## Problem
Every record must be given again word for word; no picture belongs in the copy.

## Data records
===============

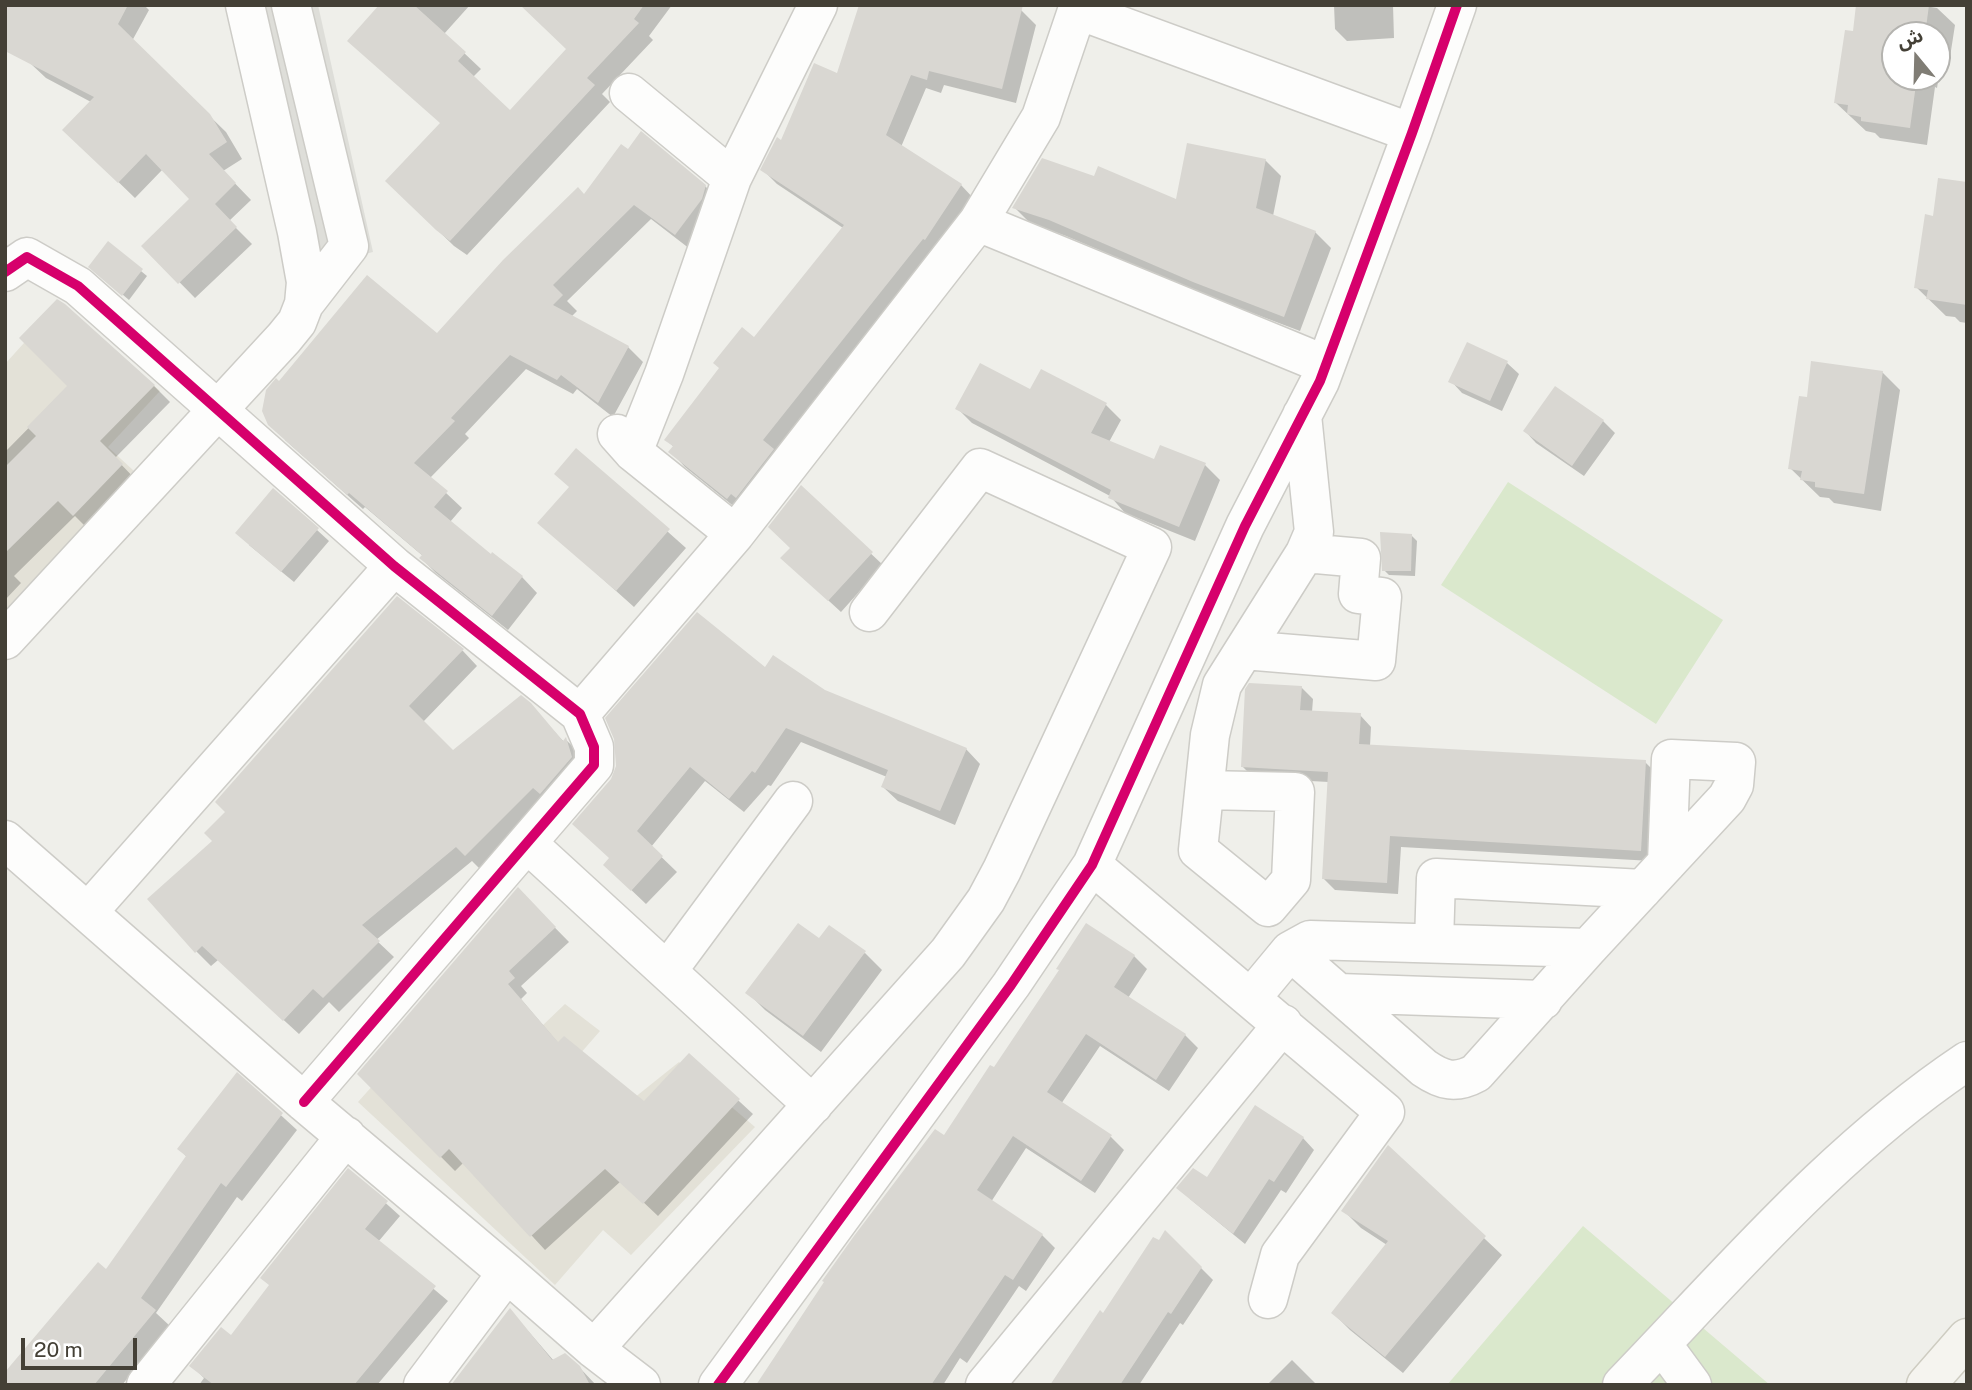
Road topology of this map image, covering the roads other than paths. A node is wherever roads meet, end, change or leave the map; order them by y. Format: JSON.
{"nodes":[{"id":1,"x":244,"y":5,"type":"edge"},
{"id":2,"x":291,"y":5,"type":"edge"},
{"id":3,"x":818,"y":5,"type":"edge"},
{"id":4,"x":1457,"y":5,"type":"edge"},
{"id":5,"x":1079,"y":8,"type":"edge"},
{"id":6,"x":629,"y":93,"type":"dead end"},
{"id":7,"x":1412,"y":133,"type":"junction"},
{"id":8,"x":732,"y":178,"type":"junction"},
{"id":9,"x":978,"y":222,"type":"junction"},
{"id":10,"x":5,"y":272,"type":"edge"},
{"id":11,"x":304,"y":304,"type":"junction"},
{"id":12,"x":1326,"y":365,"type":"junction"},
{"id":13,"x":216,"y":410,"type":"junction"},
{"id":14,"x":1302,"y":415,"type":"junction"},
{"id":15,"x":735,"y":534,"type":"junction"},
{"id":16,"x":1305,"y":553,"type":"junction"},
{"id":17,"x":394,"y":566,"type":"junction"},
{"id":18,"x":869,"y":612,"type":"dead end"},
{"id":19,"x":5,"y":640,"type":"edge"},
{"id":20,"x":1244,"y":650,"type":"junction"},
{"id":21,"x":580,"y":714,"type":"junction"},
{"id":22,"x":1205,"y":790,"type":"dead end"},
{"id":23,"x":793,"y":801,"type":"dead end"},
{"id":24,"x":5,"y":840,"type":"edge"},
{"id":25,"x":528,"y":844,"type":"junction"},
{"id":26,"x":1092,"y":865,"type":"junction"},
{"id":27,"x":88,"y":912,"type":"junction"},
{"id":28,"x":1434,"y":943,"type":"junction"},
{"id":29,"x":1588,"y":948,"type":"junction"},
{"id":30,"x":1290,"y":951,"type":"junction"},
{"id":31,"x":668,"y":970,"type":"junction"},
{"id":32,"x":1339,"y":993,"type":"junction"},
{"id":33,"x":1251,"y":998,"type":"junction"},
{"id":34,"x":1542,"y":1000,"type":"junction"},
{"id":35,"x":1283,"y":1024,"type":"junction"},
{"id":36,"x":1967,"y":1061,"type":"edge"},
{"id":37,"x":304,"y":1102,"type":"junction"},
{"id":38,"x":813,"y":1105,"type":"junction"},
{"id":39,"x":346,"y":1136,"type":"junction"},
{"id":40,"x":507,"y":1273,"type":"junction"},
{"id":41,"x":1268,"y":1299,"type":"dead end"},
{"id":42,"x":1967,"y":1338,"type":"edge"},
{"id":43,"x":1661,"y":1344,"type":"junction"},
{"id":44,"x":594,"y":1349,"type":"junction"},
{"id":45,"x":146,"y":1385,"type":"edge"},
{"id":46,"x":423,"y":1385,"type":"edge"},
{"id":47,"x":641,"y":1385,"type":"edge"},
{"id":48,"x":718,"y":1385,"type":"edge"},
{"id":49,"x":985,"y":1385,"type":"edge"},
{"id":50,"x":1622,"y":1385,"type":"edge"},
{"id":51,"x":1692,"y":1385,"type":"edge"},
{"id":52,"x":1926,"y":1385,"type":"edge"}],
"edges":[{"from":1,"to":11,"type":"street"},
{"from":2,"to":11,"type":"street"},
{"from":3,"to":8,"type":"street"},
{"from":4,"to":7,"type":"street"},
{"from":5,"to":7,"type":"street"},
{"from":5,"to":9,"type":"street"},
{"from":6,"to":8,"type":"street"},
{"from":7,"to":12,"type":"street"},
{"from":8,"to":15,"type":"street"},
{"from":9,"to":12,"type":"street"},
{"from":9,"to":15,"type":"street"},
{"from":10,"to":13,"type":"street"},
{"from":11,"to":13,"type":"street"},
{"from":12,"to":14,"type":"street"},
{"from":13,"to":17,"type":"street"},
{"from":13,"to":19,"type":"street"},
{"from":14,"to":16,"type":"street"},
{"from":14,"to":26,"type":"street"},
{"from":15,"to":21,"type":"street"},
{"from":16,"to":20,"type":"street"},
{"from":16,"to":20,"type":"street"},
{"from":17,"to":21,"type":"street"},
{"from":17,"to":27,"type":"street"},
{"from":18,"to":38,"type":"street"},
{"from":20,"to":22,"type":"street"},
{"from":21,"to":25,"type":"street"},
{"from":23,"to":31,"type":"street"},
{"from":24,"to":27,"type":"street"},
{"from":25,"to":31,"type":"street"},
{"from":25,"to":37,"type":"street"},
{"from":26,"to":33,"type":"street"},
{"from":26,"to":48,"type":"street"},
{"from":27,"to":37,"type":"street"},
{"from":28,"to":29,"type":"street"},
{"from":28,"to":29,"type":"street"},
{"from":28,"to":30,"type":"street"},
{"from":29,"to":34,"type":"street"},
{"from":30,"to":32,"type":"street"},
{"from":30,"to":33,"type":"street"},
{"from":31,"to":38,"type":"street"},
{"from":32,"to":34,"type":"street"},
{"from":32,"to":34,"type":"street"},
{"from":33,"to":35,"type":"street"},
{"from":35,"to":41,"type":"street"},
{"from":35,"to":49,"type":"street"},
{"from":36,"to":43,"type":"street"},
{"from":37,"to":39,"type":"street"},
{"from":38,"to":44,"type":"street"},
{"from":39,"to":40,"type":"street"},
{"from":39,"to":45,"type":"street"},
{"from":40,"to":44,"type":"street"},
{"from":40,"to":46,"type":"street"},
{"from":42,"to":52,"type":"main road"},
{"from":43,"to":50,"type":"street"},
{"from":43,"to":51,"type":"street"},
{"from":44,"to":47,"type":"street"}]}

===============

## Solved problem
Road topology of this map image, covering the roads other than paths. A node is wherever roads meet, end, change or leave the map; order them by y. Format: JSON.
{"nodes":[{"id":1,"x":244,"y":5,"type":"edge"},
{"id":2,"x":291,"y":5,"type":"edge"},
{"id":3,"x":818,"y":5,"type":"edge"},
{"id":4,"x":1457,"y":5,"type":"edge"},
{"id":5,"x":1079,"y":8,"type":"edge"},
{"id":6,"x":629,"y":93,"type":"dead end"},
{"id":7,"x":1412,"y":133,"type":"junction"},
{"id":8,"x":732,"y":178,"type":"junction"},
{"id":9,"x":978,"y":222,"type":"junction"},
{"id":10,"x":5,"y":272,"type":"edge"},
{"id":11,"x":304,"y":304,"type":"junction"},
{"id":12,"x":1326,"y":365,"type":"junction"},
{"id":13,"x":216,"y":410,"type":"junction"},
{"id":14,"x":1302,"y":415,"type":"junction"},
{"id":15,"x":735,"y":534,"type":"junction"},
{"id":16,"x":1305,"y":553,"type":"junction"},
{"id":17,"x":394,"y":566,"type":"junction"},
{"id":18,"x":869,"y":612,"type":"dead end"},
{"id":19,"x":5,"y":640,"type":"edge"},
{"id":20,"x":1244,"y":650,"type":"junction"},
{"id":21,"x":580,"y":714,"type":"junction"},
{"id":22,"x":1205,"y":790,"type":"dead end"},
{"id":23,"x":793,"y":801,"type":"dead end"},
{"id":24,"x":5,"y":840,"type":"edge"},
{"id":25,"x":528,"y":844,"type":"junction"},
{"id":26,"x":1092,"y":865,"type":"junction"},
{"id":27,"x":88,"y":912,"type":"junction"},
{"id":28,"x":1434,"y":943,"type":"junction"},
{"id":29,"x":1588,"y":948,"type":"junction"},
{"id":30,"x":1290,"y":951,"type":"junction"},
{"id":31,"x":668,"y":970,"type":"junction"},
{"id":32,"x":1339,"y":993,"type":"junction"},
{"id":33,"x":1251,"y":998,"type":"junction"},
{"id":34,"x":1542,"y":1000,"type":"junction"},
{"id":35,"x":1283,"y":1024,"type":"junction"},
{"id":36,"x":1967,"y":1061,"type":"edge"},
{"id":37,"x":304,"y":1102,"type":"junction"},
{"id":38,"x":813,"y":1105,"type":"junction"},
{"id":39,"x":346,"y":1136,"type":"junction"},
{"id":40,"x":507,"y":1273,"type":"junction"},
{"id":41,"x":1268,"y":1299,"type":"dead end"},
{"id":42,"x":1967,"y":1338,"type":"edge"},
{"id":43,"x":1661,"y":1344,"type":"junction"},
{"id":44,"x":594,"y":1349,"type":"junction"},
{"id":45,"x":146,"y":1385,"type":"edge"},
{"id":46,"x":423,"y":1385,"type":"edge"},
{"id":47,"x":641,"y":1385,"type":"edge"},
{"id":48,"x":718,"y":1385,"type":"edge"},
{"id":49,"x":985,"y":1385,"type":"edge"},
{"id":50,"x":1622,"y":1385,"type":"edge"},
{"id":51,"x":1692,"y":1385,"type":"edge"},
{"id":52,"x":1926,"y":1385,"type":"edge"}],
"edges":[{"from":1,"to":11,"type":"street"},
{"from":2,"to":11,"type":"street"},
{"from":3,"to":8,"type":"street"},
{"from":4,"to":7,"type":"street"},
{"from":5,"to":7,"type":"street"},
{"from":5,"to":9,"type":"street"},
{"from":6,"to":8,"type":"street"},
{"from":7,"to":12,"type":"street"},
{"from":8,"to":15,"type":"street"},
{"from":9,"to":12,"type":"street"},
{"from":9,"to":15,"type":"street"},
{"from":10,"to":13,"type":"street"},
{"from":11,"to":13,"type":"street"},
{"from":12,"to":14,"type":"street"},
{"from":13,"to":17,"type":"street"},
{"from":13,"to":19,"type":"street"},
{"from":14,"to":16,"type":"street"},
{"from":14,"to":26,"type":"street"},
{"from":15,"to":21,"type":"street"},
{"from":16,"to":20,"type":"street"},
{"from":16,"to":20,"type":"street"},
{"from":17,"to":21,"type":"street"},
{"from":17,"to":27,"type":"street"},
{"from":18,"to":38,"type":"street"},
{"from":20,"to":22,"type":"street"},
{"from":21,"to":25,"type":"street"},
{"from":23,"to":31,"type":"street"},
{"from":24,"to":27,"type":"street"},
{"from":25,"to":31,"type":"street"},
{"from":25,"to":37,"type":"street"},
{"from":26,"to":33,"type":"street"},
{"from":26,"to":48,"type":"street"},
{"from":27,"to":37,"type":"street"},
{"from":28,"to":29,"type":"street"},
{"from":28,"to":29,"type":"street"},
{"from":28,"to":30,"type":"street"},
{"from":29,"to":34,"type":"street"},
{"from":30,"to":32,"type":"street"},
{"from":30,"to":33,"type":"street"},
{"from":31,"to":38,"type":"street"},
{"from":32,"to":34,"type":"street"},
{"from":32,"to":34,"type":"street"},
{"from":33,"to":35,"type":"street"},
{"from":35,"to":41,"type":"street"},
{"from":35,"to":49,"type":"street"},
{"from":36,"to":43,"type":"street"},
{"from":37,"to":39,"type":"street"},
{"from":38,"to":44,"type":"street"},
{"from":39,"to":40,"type":"street"},
{"from":39,"to":45,"type":"street"},
{"from":40,"to":44,"type":"street"},
{"from":40,"to":46,"type":"street"},
{"from":42,"to":52,"type":"main road"},
{"from":43,"to":50,"type":"street"},
{"from":43,"to":51,"type":"street"},
{"from":44,"to":47,"type":"street"}]}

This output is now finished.